Brown notably does not ban presumptive racial classifications—it's instead written as an education case. “They were scared to touch the interracial marriage issue,” Klarman said, adding that if they did, Brown would likely have been unenforceable. One interracial marriage case from Virginia reached the Supreme Court soon after Brown, but the justices ducked, saying the facts were unclear.
A similar break happened in Lawrence: “They go to great lengths to make it clear this is not about gay marriage,” he said. “It's kind of unusual for the justices to tell you what the case is not about.”
“O'Connor and Kennedy are not about to strike down bans on gay marriage anytime soon,” he predicted. O'Connor, for one, clearly cares about public opinion. In striking down the death penalty for the mentally retarded two years ago, she noted in her opinion how many states have laws banning the practice.
The Supreme Court's most controversial decisions liberalizing law—Roe v. Wade and Brown, for example—often polarize the public further and create a backlash, when the Court would be better served by waiting until public opinion supported the decision, Klarman said.
In such cases, moderate opinion gets squelched, and the “political spectrum moves to the right.” George Wallace was a moderate before Brown, and Alabama politician Big Jim Folsom destroyed his own career because he remained moderate in his beliefs.
In Massachusetts, politicians recently created a coalition in support of civil unions as a compromise position—but the state's supreme court ruled that civil unions were not equal to gay marriage.
“Courts are good at destroying those majority coalitions by saying they're unconstitutional,” Klarman said. Now Massachusetts politicians can only change the gay marriage decision by amending the state constitution. As in the case of the Court's refusal to hear an interracial marriage case, the current justices are unlikely to take appeals to the Massachusetts court's decision.

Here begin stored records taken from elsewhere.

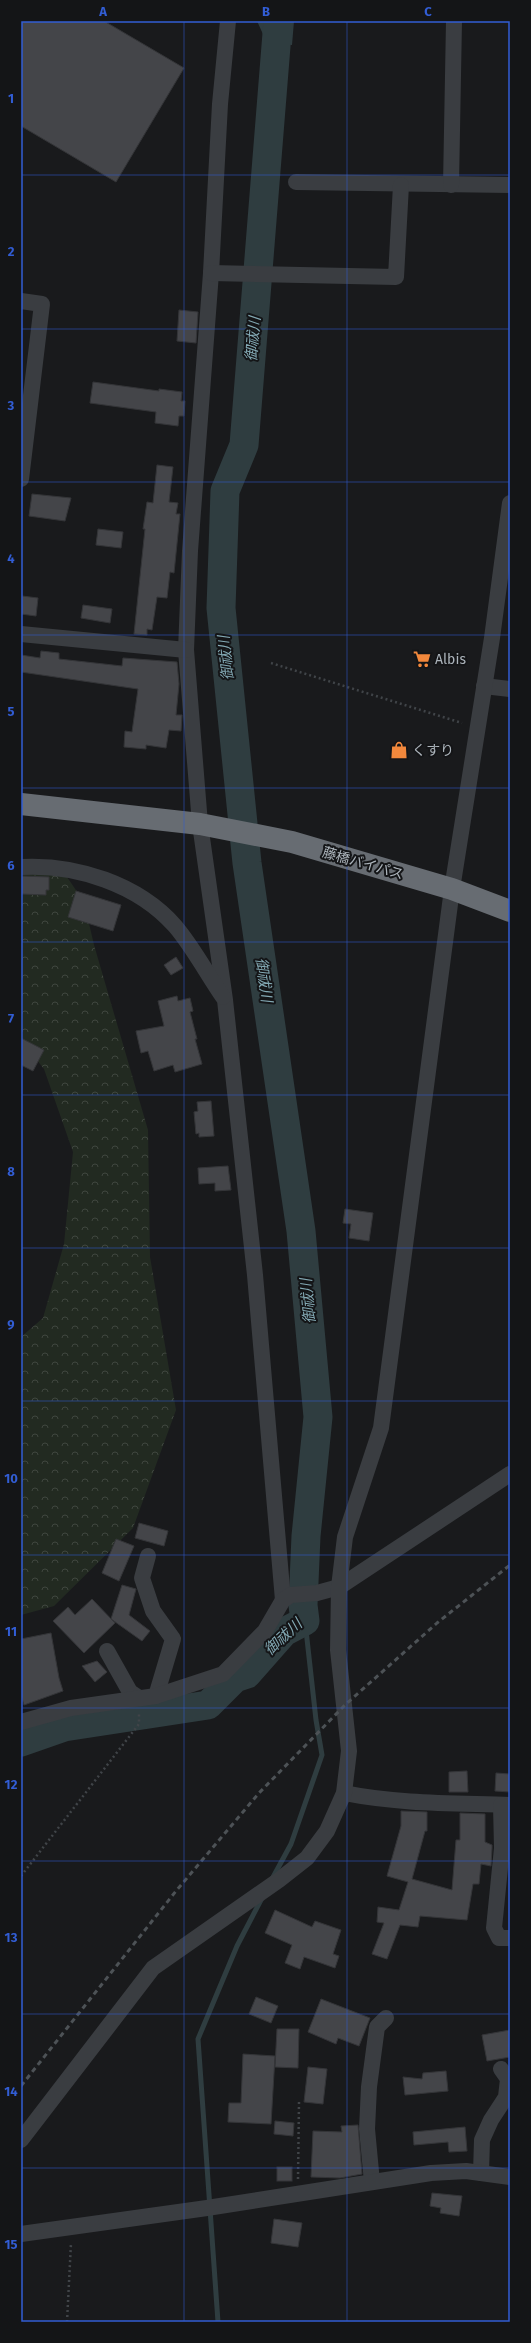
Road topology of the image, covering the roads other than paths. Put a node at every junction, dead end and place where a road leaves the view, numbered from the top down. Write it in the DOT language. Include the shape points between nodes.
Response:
graph roads {
  1 [pos="228,21"];
  2 [pos="454,21"];
  3 [pos="296,182"];
  4 [pos="401,185"];
  5 [pos="451,185"];
  6 [pos="510,185"];
  7 [pos="211,273"];
  8 [pos="21,301"];
  9 [pos="21,479"];
  10 [pos="510,503"];
  11 [pos="21,634"];
  12 [pos="186,650"];
  13 [pos="484,686"];
  14 [pos="510,689"];
  15 [pos="21,804"];
  16 [pos="207,825"];
  17 [pos="21,867"];
  18 [pos="452,889"];
  19 [pos="510,911"];
  20 [pos="225,1000"];
  21 [pos="510,1474"];
  22 [pos="148,1556"];
  23 [pos="339,1587"];
  24 [pos="287,1598"];
  25 [pos="107,1651"];
  26 [pos="156,1696"];
  27 [pos="139,1698"];
  28 [pos="21,1722"];
  29 [pos="344,1793"];
  30 [pos="505,1805"];
  31 [pos="510,1938"];
  32 [pos="386,2018"];
  33 [pos="501,2069"];
  34 [pos="21,2140"];
  35 [pos="481,2173"];
  36 [pos="510,2176"];
  37 [pos="372,2182"];
  38 [pos="21,2234"];
  1 -- 7 [label="street" via="220,104"];
  2 -- 5 [label="street"];
  3 -- 4 [label="street"];
  4 -- 5 [label="street"];
  4 -- 7 [label="street" via="396,277"];
  5 -- 6 [label="street"];
  7 -- 12 [label="street" via="190,543"];
  8 -- 9 [label="street" via="42,304"];
  10 -- 13 [label="street"];
  11 -- 12 [label="street"];
  12 -- 16 [label="street"];
  13 -- 14 [label="street"];
  13 -- 18 [label="street"];
  15 -- 16 [label="highway, 藤橋バイパス"];
  16 -- 18 [label="highway, 藤橋バイパス" via="292,842"];
  16 -- 20 [label="street"];
  17 -- 20 [label="street" via="73,869 113,883 145,899 175,926"];
  18 -- 19 [label="highway, 藤橋バイパス"];
  18 -- 23 [label="street" via="380,1428 344,1537"];
  20 -- 24 [label="street"];
  21 -- 23 [label="street"];
  22 -- 26 [label="street" via="142,1578 153,1611 173,1639"];
  23 -- 24 [label="street"];
  23 -- 29 [label="street" via="338,1650 349,1751"];
  24 -- 26 [label="street" via="265,1631 223,1674"];
  25 -- 27 [label="street" via="130,1692"];
  26 -- 27 [label="street"];
  27 -- 28 [label="street" via="71,1708"];
  29 -- 30 [label="street" via="435,1803"];
  29 -- 34 [label="street" via="327,1831 307,1858 153,1968"];
  30 -- 31 [label="street" via="494,1928 499,1938"];
  32 -- 37 [label="street" via="377,2027 369,2087 367,2129"];
  33 -- 35 [label="street" via="508,2079 506,2097 482,2140"];
  35 -- 36 [label="street"];
  35 -- 37 [label="street" via="431,2173"];
  37 -- 38 [label="street"];
}
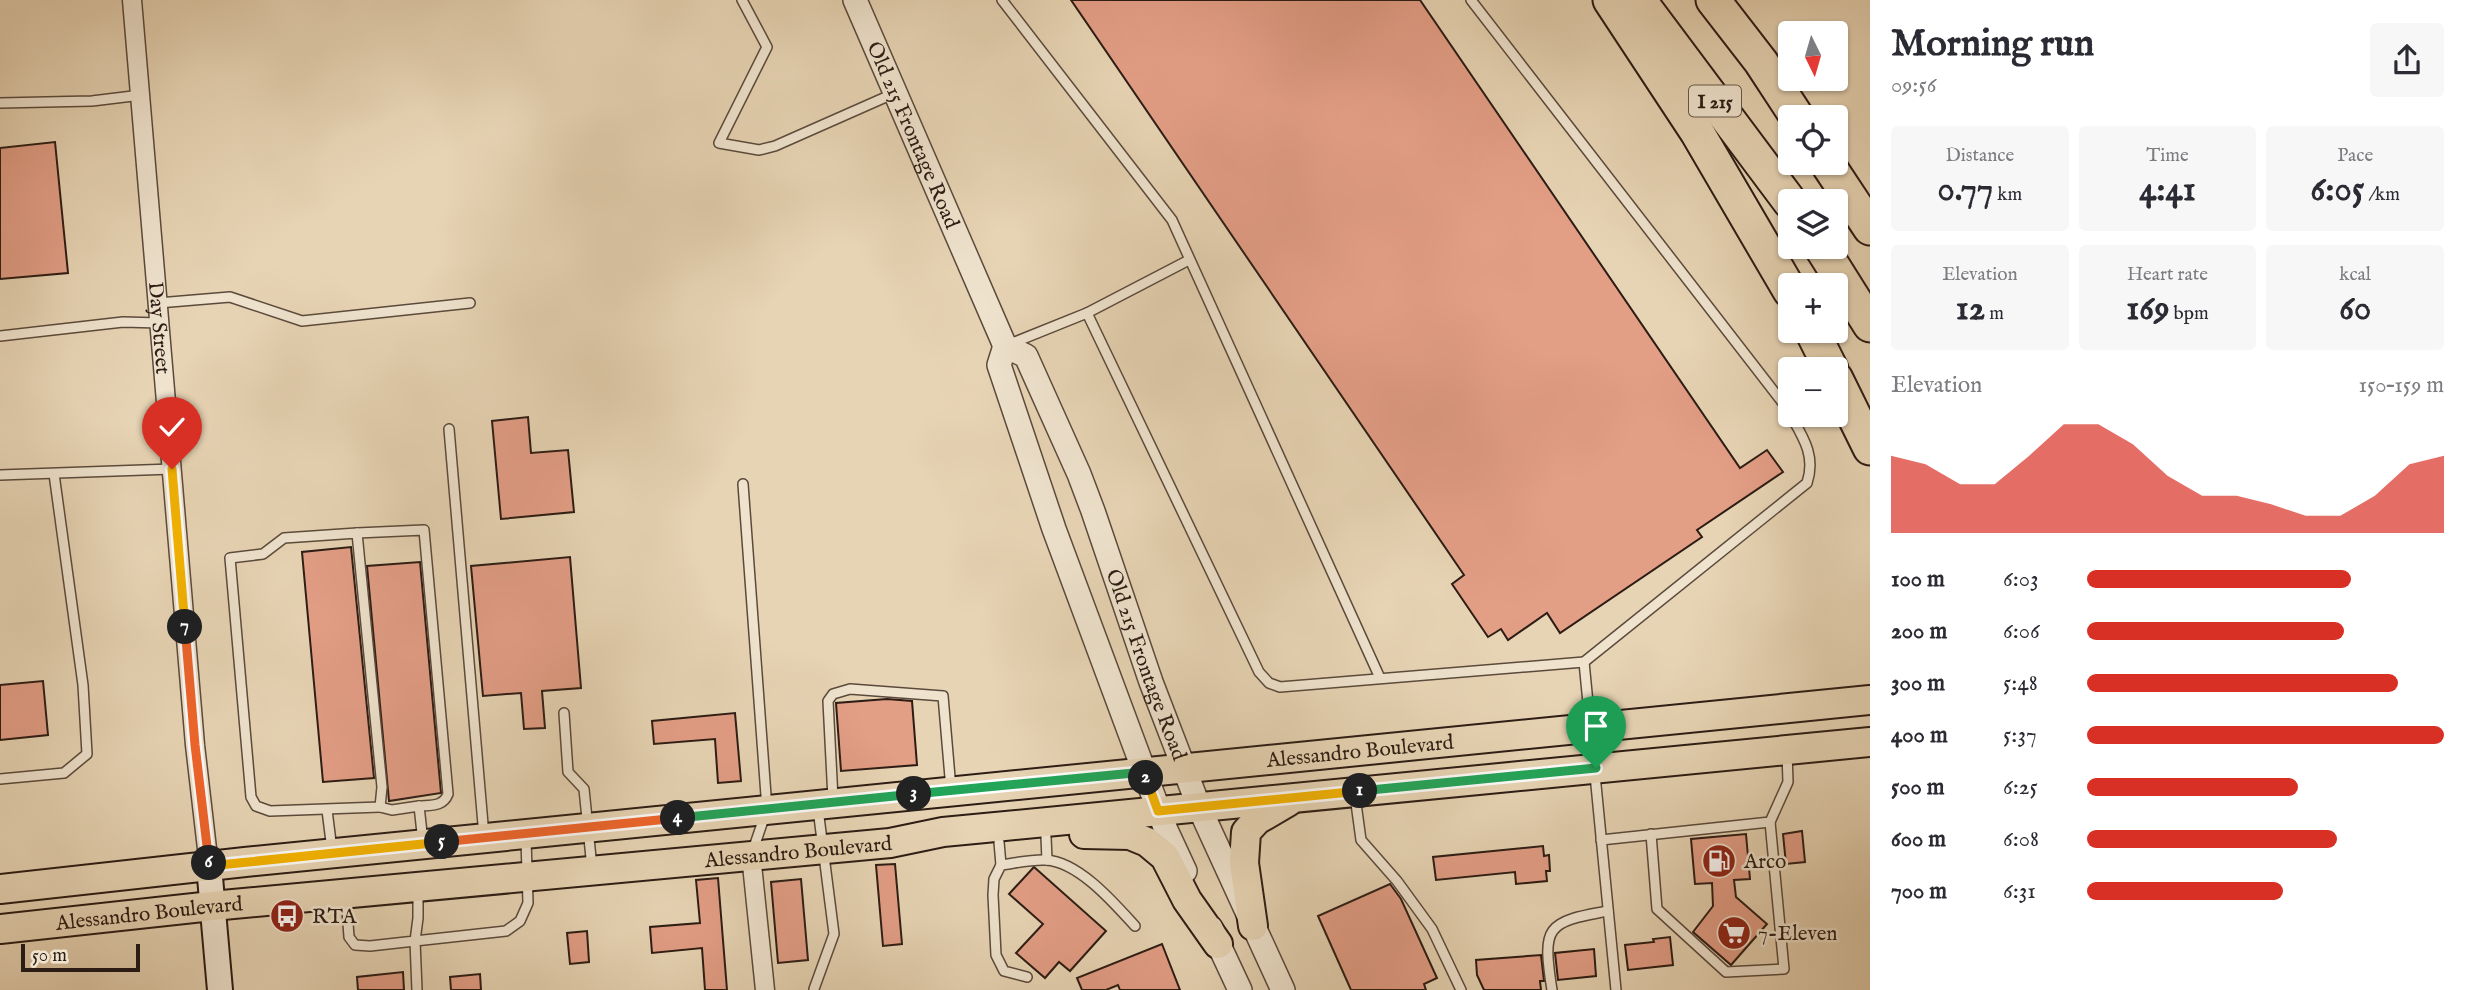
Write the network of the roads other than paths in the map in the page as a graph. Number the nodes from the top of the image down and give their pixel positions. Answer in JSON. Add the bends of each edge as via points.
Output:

This puts Democratic presidential candidates in a difficult position; they don't want to alienate a core constituency by opposing gay marriage, but 65 percent of the electorate oppose it.
“My prediction is that Bush will make this a huge issue in the election,” Klarman said, and the issue will likely play in his favor.
But in Brown, violence against blacks, shown on television and seen by horrified northerners, created a counter-backlash against segregationists. “When there is violence it actually helps the movement,” Klarman said, noting that the death of Matthew Shepard, a gay man allegedly murdered because of his sexual orientation, created a backlash in support of gay rights.
There won't be the same backlash against gay marriage in Massachusetts because conditions and attitudes have changed.
“The Court tends to constitutionalize the consensus and suppress the outliers,” he said, pointing out that younger generations are more tolerant of gays. “I think gay marriage is in the cards.”
When new justices are appointed to the court, younger viewpoints will enter as well, Klarman said, and even conservative justices will come to accept liberal views toward sexual orientation. Justice Robert Jackson predicted in 1954 that the Court was certain to invalidate racial segregation in public schools within a generation, even if it declined to do so in Brown. Social and political changes have inevitably influenced court rulings and public opinion over time.
“Within a generation . . . homophobia is going to look like white
supremacy,” an outlook that is now “alien to us,” Klarman said.